▸ Task details
Every entry below should be written out exactly, and no image should appear.
::: Input material :::
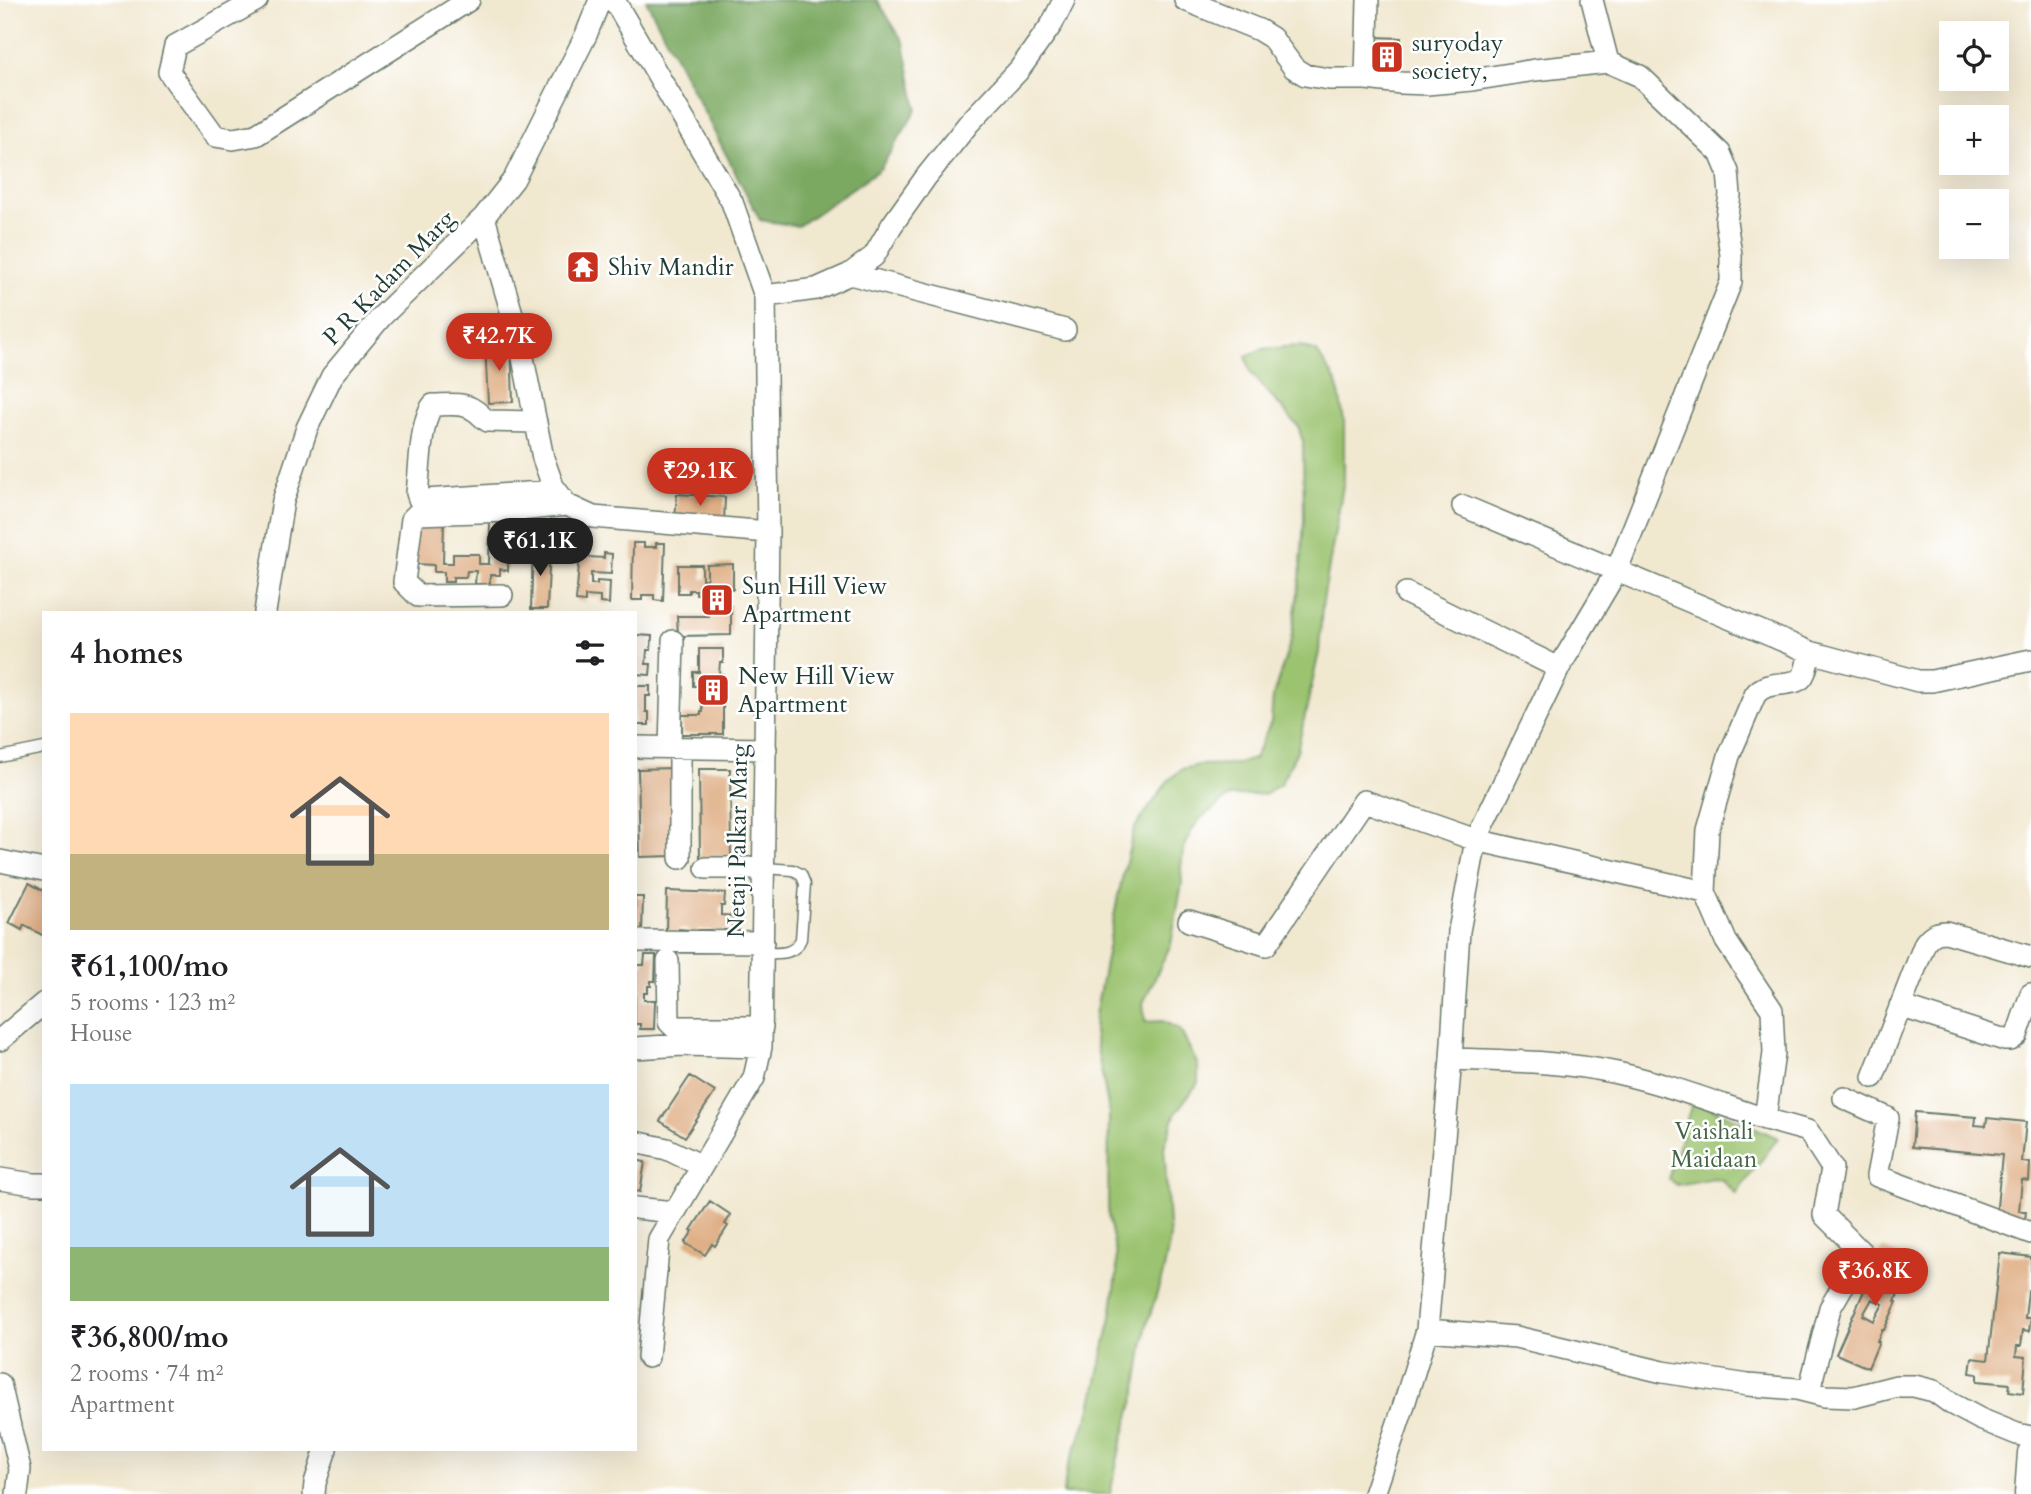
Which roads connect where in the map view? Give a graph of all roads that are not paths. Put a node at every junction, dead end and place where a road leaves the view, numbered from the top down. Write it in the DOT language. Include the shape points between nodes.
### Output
graph roads {
  1 [pos="257,0"];
  2 [pos="469,0"];
  3 [pos="600,0"];
  4 [pos="614,0"];
  5 [pos="1064,0"];
  6 [pos="1185,0"];
  7 [pos="1368,0"];
  8 [pos="1592,0"];
  9 [pos="1608,62"];
  10 [pos="1366,79"];
  11 [pos="484,217"];
  12 [pos="850,274"];
  13 [pos="765,296"];
  14 [pos="1065,330"];
  15 [pos="536,422"];
  16 [pos="562,498"];
  17 [pos="1463,506"];
  18 [pos="768,532"];
  19 [pos="1616,572"];
  20 [pos="1406,593"];
  21 [pos="502,595"];
  22 [pos="265,611"];
  23 [pos="673,641"];
  24 [pos="1810,652"];
  25 [pos="2031,660"];
  26 [pos="1559,668"];
  27 [pos="637,747"];
  28 [pos="42,748"];
  29 [pos="675,748"];
  30 [pos="766,748"];
  31 [pos="0,757"];
  32 [pos="1476,840"];
  33 [pos="680,858"];
  34 [pos="0,861"];
  35 [pos="706,868"];
  36 [pos="764,868"];
  37 [pos="42,870"];
  38 [pos="1705,892"];
  39 [pos="1189,921"];
  40 [pos="637,941"];
  41 [pos="763,947"];
  42 [pos="2031,957"];
  43 [pos="668,961"];
  44 [pos="2031,994"];
  45 [pos="42,1005"];
  46 [pos="1900,1006"];
  47 [pos="761,1037"];
  48 [pos="0,1040"];
  49 [pos="637,1048"];
  50 [pos="1451,1059"];
  51 [pos="1873,1077"];
  52 [pos="1844,1098"];
  53 [pos="1765,1119"];
  54 [pos="637,1142"];
  55 [pos="702,1166"];
  56 [pos="0,1179"];
  57 [pos="42,1184"];
  58 [pos="637,1208"];
  59 [pos="674,1212"];
  60 [pos="2031,1233"];
  61 [pos="1427,1330"];
  62 [pos="648,1357"];
  63 [pos="0,1384"];
  64 [pos="1809,1391"];
  65 [pos="2031,1437"];
  66 [pos="325,1451"];
  67 [pos="2031,1453"];
  68 [pos="18,1494"];
  69 [pos="314,1494"];
  70 [pos="1374,1494"];
  71 [pos="2028,1494"];
  1 -- 2 [label="street" via="175,46 169,72 215,136 256,135"];
  3 -- 11 [label="street, P R Kadam Marg" via="514,179"];
  4 -- 13 [label="street, Netaji Palkar Marg" via="732,202"];
  5 -- 12 [label="street" via="1019,69 926,177 874,256"];
  6 -- 10 [label="street" via="1272,38 1294,68 1305,75"];
  7 -- 10 [label="street"];
  8 -- 9 [label="street"];
  9 -- 10 [label="street" via="1427,84"];
  9 -- 19 [label="street" via="1640,76 1720,153 1728,172 1726,221 1731,255 1731,282"];
  11 -- 15 [label="street" via="519,338"];
  11 -- 22 [label="street, P R Kadam Marg" via="381,317 332,376 307,428 283,501"];
  12 -- 13 [label="street" via="816,289"];
  12 -- 14 [label="street"];
  13 -- 18 [label="street, Netaji Palkar Marg"];
  15 -- 16 [label="street" via="552,486"];
  15 -- 16 [label="street" via="488,421 474,409 433,405 425,424 419,499"];
  16 -- 18 [label="street" via="593,517"];
  16 -- 21 [label="street" via="510,511 417,514 412,519 404,582 410,590 418,596"];
  17 -- 19 [label="street"];
  18 -- 30 [label="street, Netaji Palkar Marg"];
  19 -- 24 [label="street"];
  19 -- 26 [label="street"];
  20 -- 26 [label="street"];
  23 -- 29 [label="street"];
  24 -- 25 [label="street" via="1918,681"];
  24 -- 38 [label="street" via="1798,681 1766,686 1755,695 1729,756 1708,830"];
  26 -- 32 [label="street"];
  27 -- 29 [label="street"];
  28 -- 31 [label="lane"];
  29 -- 30 [label="street"];
  29 -- 33 [label="street"];
  30 -- 36 [label="street, Netaji Palkar Marg"];
  32 -- 38 [label="street"];
  32 -- 39 [label="street" via="1364,801 1266,945"];
  32 -- 50 [label="street" via="1459,931"];
  34 -- 37 [label="street"];
  35 -- 36 [label="street"];
  36 -- 41 [label="street, Netaji Palkar Marg"];
  36 -- 41 [label="lane" via="793,870 802,874 805,884 799,946 790,952"];
  38 -- 53 [label="street" via="1726,941 1772,1010 1774,1053"];
  40 -- 41 [label="street"];
  41 -- 47 [label="street, Netaji Palkar Marg"];
  42 -- 46 [label="street" via="1938,932 1924,943"];
  43 -- 47 [label="street" via="669,1022 674,1027"];
  44 -- 46 [label="street" via="2017,1035 2011,1040"];
  45 -- 48 [label="street"];
  46 -- 51 [label="street"];
  47 -- 49 [label="street"];
  47 -- 55 [label="street, Netaji Palkar Marg" via="754,1078"];
  50 -- 53 [label="street" via="1538,1062 1614,1072"];
  50 -- 61 [label="street"];
  52 -- 60 [label="street" via="1888,1118 1877,1176"];
  53 -- 64 [label="street" via="1808,1132 1832,1168 1824,1215 1862,1253 1830,1308"];
  54 -- 55 [label="street" via="667,1149"];
  55 -- 59 [label="street, Netaji Palkar Marg"];
  56 -- 57 [label="street"];
  58 -- 59 [label="street"];
  59 -- 62 [label="street, Netaji Palkar Marg" via="659,1239"];
  61 -- 64 [label="street" via="1516,1336 1662,1372"];
  61 -- 70 [label="street"];
  63 -- 68 [label="street" via="20,1469"];
  64 -- 65 [label="street" via="1854,1396 1914,1386 1934,1391 1980,1419"];
  66 -- 69 [label="street"];
  67 -- 71 [label="street"];
}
:::
▸ Task output
Which roads connect where in the map view? Give a graph of all roads that are not paths. Put a node at every junction, dead end and place where a road leaves the view, numbered from the top down. Write it in the DOT language. Include the shape points between nodes.
### Output
graph roads {
  1 [pos="257,0"];
  2 [pos="469,0"];
  3 [pos="600,0"];
  4 [pos="614,0"];
  5 [pos="1064,0"];
  6 [pos="1185,0"];
  7 [pos="1368,0"];
  8 [pos="1592,0"];
  9 [pos="1608,62"];
  10 [pos="1366,79"];
  11 [pos="484,217"];
  12 [pos="850,274"];
  13 [pos="765,296"];
  14 [pos="1065,330"];
  15 [pos="536,422"];
  16 [pos="562,498"];
  17 [pos="1463,506"];
  18 [pos="768,532"];
  19 [pos="1616,572"];
  20 [pos="1406,593"];
  21 [pos="502,595"];
  22 [pos="265,611"];
  23 [pos="673,641"];
  24 [pos="1810,652"];
  25 [pos="2031,660"];
  26 [pos="1559,668"];
  27 [pos="637,747"];
  28 [pos="42,748"];
  29 [pos="675,748"];
  30 [pos="766,748"];
  31 [pos="0,757"];
  32 [pos="1476,840"];
  33 [pos="680,858"];
  34 [pos="0,861"];
  35 [pos="706,868"];
  36 [pos="764,868"];
  37 [pos="42,870"];
  38 [pos="1705,892"];
  39 [pos="1189,921"];
  40 [pos="637,941"];
  41 [pos="763,947"];
  42 [pos="2031,957"];
  43 [pos="668,961"];
  44 [pos="2031,994"];
  45 [pos="42,1005"];
  46 [pos="1900,1006"];
  47 [pos="761,1037"];
  48 [pos="0,1040"];
  49 [pos="637,1048"];
  50 [pos="1451,1059"];
  51 [pos="1873,1077"];
  52 [pos="1844,1098"];
  53 [pos="1765,1119"];
  54 [pos="637,1142"];
  55 [pos="702,1166"];
  56 [pos="0,1179"];
  57 [pos="42,1184"];
  58 [pos="637,1208"];
  59 [pos="674,1212"];
  60 [pos="2031,1233"];
  61 [pos="1427,1330"];
  62 [pos="648,1357"];
  63 [pos="0,1384"];
  64 [pos="1809,1391"];
  65 [pos="2031,1437"];
  66 [pos="325,1451"];
  67 [pos="2031,1453"];
  68 [pos="18,1494"];
  69 [pos="314,1494"];
  70 [pos="1374,1494"];
  71 [pos="2028,1494"];
  1 -- 2 [label="street" via="175,46 169,72 215,136 256,135"];
  3 -- 11 [label="street, P R Kadam Marg" via="514,179"];
  4 -- 13 [label="street, Netaji Palkar Marg" via="732,202"];
  5 -- 12 [label="street" via="1019,69 926,177 874,256"];
  6 -- 10 [label="street" via="1272,38 1294,68 1305,75"];
  7 -- 10 [label="street"];
  8 -- 9 [label="street"];
  9 -- 10 [label="street" via="1427,84"];
  9 -- 19 [label="street" via="1640,76 1720,153 1728,172 1726,221 1731,255 1731,282"];
  11 -- 15 [label="street" via="519,338"];
  11 -- 22 [label="street, P R Kadam Marg" via="381,317 332,376 307,428 283,501"];
  12 -- 13 [label="street" via="816,289"];
  12 -- 14 [label="street"];
  13 -- 18 [label="street, Netaji Palkar Marg"];
  15 -- 16 [label="street" via="552,486"];
  15 -- 16 [label="street" via="488,421 474,409 433,405 425,424 419,499"];
  16 -- 18 [label="street" via="593,517"];
  16 -- 21 [label="street" via="510,511 417,514 412,519 404,582 410,590 418,596"];
  17 -- 19 [label="street"];
  18 -- 30 [label="street, Netaji Palkar Marg"];
  19 -- 24 [label="street"];
  19 -- 26 [label="street"];
  20 -- 26 [label="street"];
  23 -- 29 [label="street"];
  24 -- 25 [label="street" via="1918,681"];
  24 -- 38 [label="street" via="1798,681 1766,686 1755,695 1729,756 1708,830"];
  26 -- 32 [label="street"];
  27 -- 29 [label="street"];
  28 -- 31 [label="lane"];
  29 -- 30 [label="street"];
  29 -- 33 [label="street"];
  30 -- 36 [label="street, Netaji Palkar Marg"];
  32 -- 38 [label="street"];
  32 -- 39 [label="street" via="1364,801 1266,945"];
  32 -- 50 [label="street" via="1459,931"];
  34 -- 37 [label="street"];
  35 -- 36 [label="street"];
  36 -- 41 [label="street, Netaji Palkar Marg"];
  36 -- 41 [label="lane" via="793,870 802,874 805,884 799,946 790,952"];
  38 -- 53 [label="street" via="1726,941 1772,1010 1774,1053"];
  40 -- 41 [label="street"];
  41 -- 47 [label="street, Netaji Palkar Marg"];
  42 -- 46 [label="street" via="1938,932 1924,943"];
  43 -- 47 [label="street" via="669,1022 674,1027"];
  44 -- 46 [label="street" via="2017,1035 2011,1040"];
  45 -- 48 [label="street"];
  46 -- 51 [label="street"];
  47 -- 49 [label="street"];
  47 -- 55 [label="street, Netaji Palkar Marg" via="754,1078"];
  50 -- 53 [label="street" via="1538,1062 1614,1072"];
  50 -- 61 [label="street"];
  52 -- 60 [label="street" via="1888,1118 1877,1176"];
  53 -- 64 [label="street" via="1808,1132 1832,1168 1824,1215 1862,1253 1830,1308"];
  54 -- 55 [label="street" via="667,1149"];
  55 -- 59 [label="street, Netaji Palkar Marg"];
  56 -- 57 [label="street"];
  58 -- 59 [label="street"];
  59 -- 62 [label="street, Netaji Palkar Marg" via="659,1239"];
  61 -- 64 [label="street" via="1516,1336 1662,1372"];
  61 -- 70 [label="street"];
  63 -- 68 [label="street" via="20,1469"];
  64 -- 65 [label="street" via="1854,1396 1914,1386 1934,1391 1980,1419"];
  66 -- 69 [label="street"];
  67 -- 71 [label="street"];
}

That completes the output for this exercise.